In light of a recent exposé claiming that 30% of shrimp in the U.S. marketplace is mislabeled, the Global Aquaculture Alliance is reiterating its commitment to traceability through its Best Aquaculture Practices (BAP) third-party certification program.
All products, including shrimp, from BAP-certified processing plants and repacking plants are labeled properly according to species and country of origin, which is fully verified during an annual third-party audit.
For products to be labeled as BAP, they must remain in their original packaging from the processing plant. Once product is removed from the packaging, it is no longer able to carry the BAP label. For retailers and foodservice operators this provides assurance that shrimp in its original packaging from a BAP-certified processing plant and/or repacking plant has not been mixed and repackaged at the processing level.

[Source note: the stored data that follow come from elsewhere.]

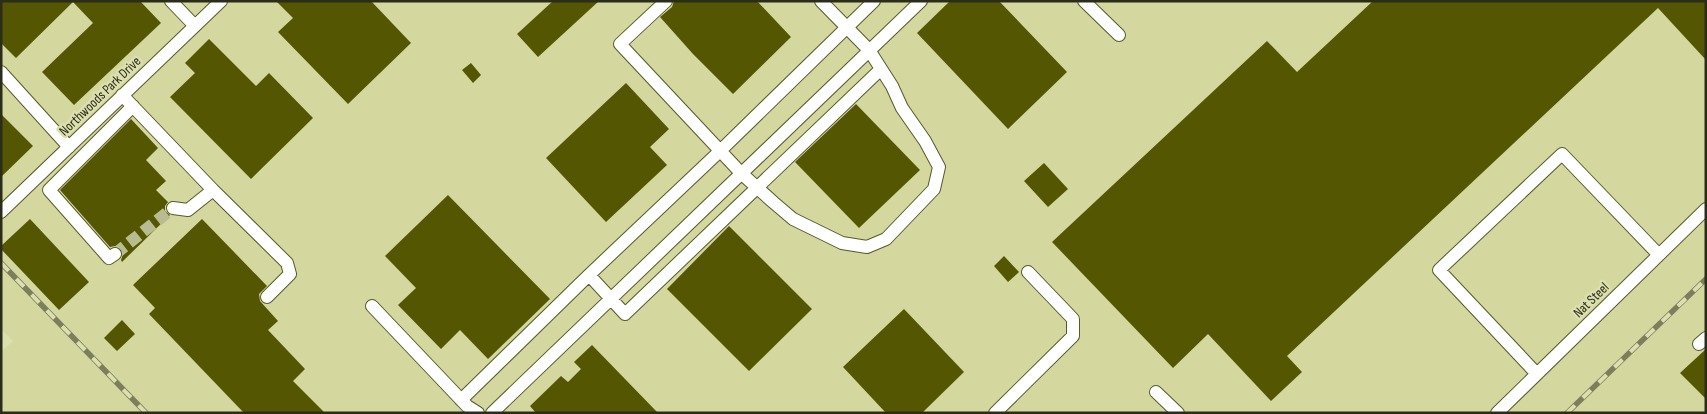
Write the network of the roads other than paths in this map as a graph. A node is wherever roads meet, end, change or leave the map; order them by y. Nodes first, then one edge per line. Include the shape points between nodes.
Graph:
1 (171, 1) edge
2 (221, 1) edge
3 (666, 1) edge
4 (821, 1) edge
5 (874, 1) edge
6 (921, 1) edge
7 (1084, 1) edge
8 (195, 26) junction
9 (847, 27) junction
10 (1119, 36) dead end
11 (869, 50) junction
12 (881, 69) junction
13 (1, 72) edge
14 (122, 95) junction
15 (133, 106) junction
16 (69, 146) junction
17 (720, 151) junction
18 (741, 173) junction
19 (756, 187) junction
20 (213, 190) junction
21 (173, 208) tunnel mouth
22 (1706, 209) edge
23 (1, 212) edge
24 (115, 254) dead end
25 (1659, 255) junction
26 (1028, 272) dead end
27 (589, 275) junction
28 (267, 297) dead end
29 (611, 298) junction
30 (372, 306) dead end
31 (1537, 374) junction
32 (1156, 392) dead end
33 (461, 400) junction
34 (478, 413) edge
35 (492, 413) edge
36 (995, 413) edge
37 (1178, 413) edge
38 (1497, 413) edge

1 - 8 street
2 - 8 street, Northwoods Park Drive
3 - 17 street via 620,44
4 - 9 street
5 - 9 street
6 - 11 street
7 - 10 street
8 - 14 street, Northwoods Park Drive
9 - 11 street
9 - 17 street
11 - 12 street
11 - 18 street
12 - 19 street
12 - 19 street via 939,167 934,189 886,239 867,247 842,243 793,219
13 - 16 street
14 - 15 street
14 - 16 street, Northwoods Park Drive
15 - 20 street
15 - 24 street via 49,190 110,258
16 - 23 street, Northwoods Park Drive
17 - 18 street
17 - 27 street
18 - 19 street
18 - 29 street
19 - 29 street via 625,314
20 - 21 street via 188,210
20 - 28 street via 287,262 290,274
22 - 25 street, Nat Steel
25 - 31 street, Nat Steel
25 - 31 street via 1562,154 1439,270
26 - 36 street via 1073,319 1073,336
27 - 29 street
27 - 33 street
29 - 35 street
30 - 33 street
31 - 38 street, Nat Steel
32 - 37 street
33 - 34 street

BAP is the only third-party aquaculture certification scheme with a comprehensive program that addresses the entire production chain, including hatchery, feed mill, farm and processing. At each facility, it also addresses the full range of issues, including environmental responsibility, social welfare, food safety, animal health and traceability.
The mislabeling concerns were published by the U.S.-based advocacy group Oceana on Oct. 30. Their report claimed through DNA testing that 30% of the 143 shrimp products tested from 111 restaurants and supermarkets nationwide were misrepresented. The Washington Post was among the media outlets that followed up on the report.
Best Aquaculture Practices is an international certification program based on achievable, science-based and continuously improved global performance standards for the entire aquaculture supply chain – farms, hatcheries, processing plants and feed mills – that assure healthful foods produced through environmentally and socially responsible means.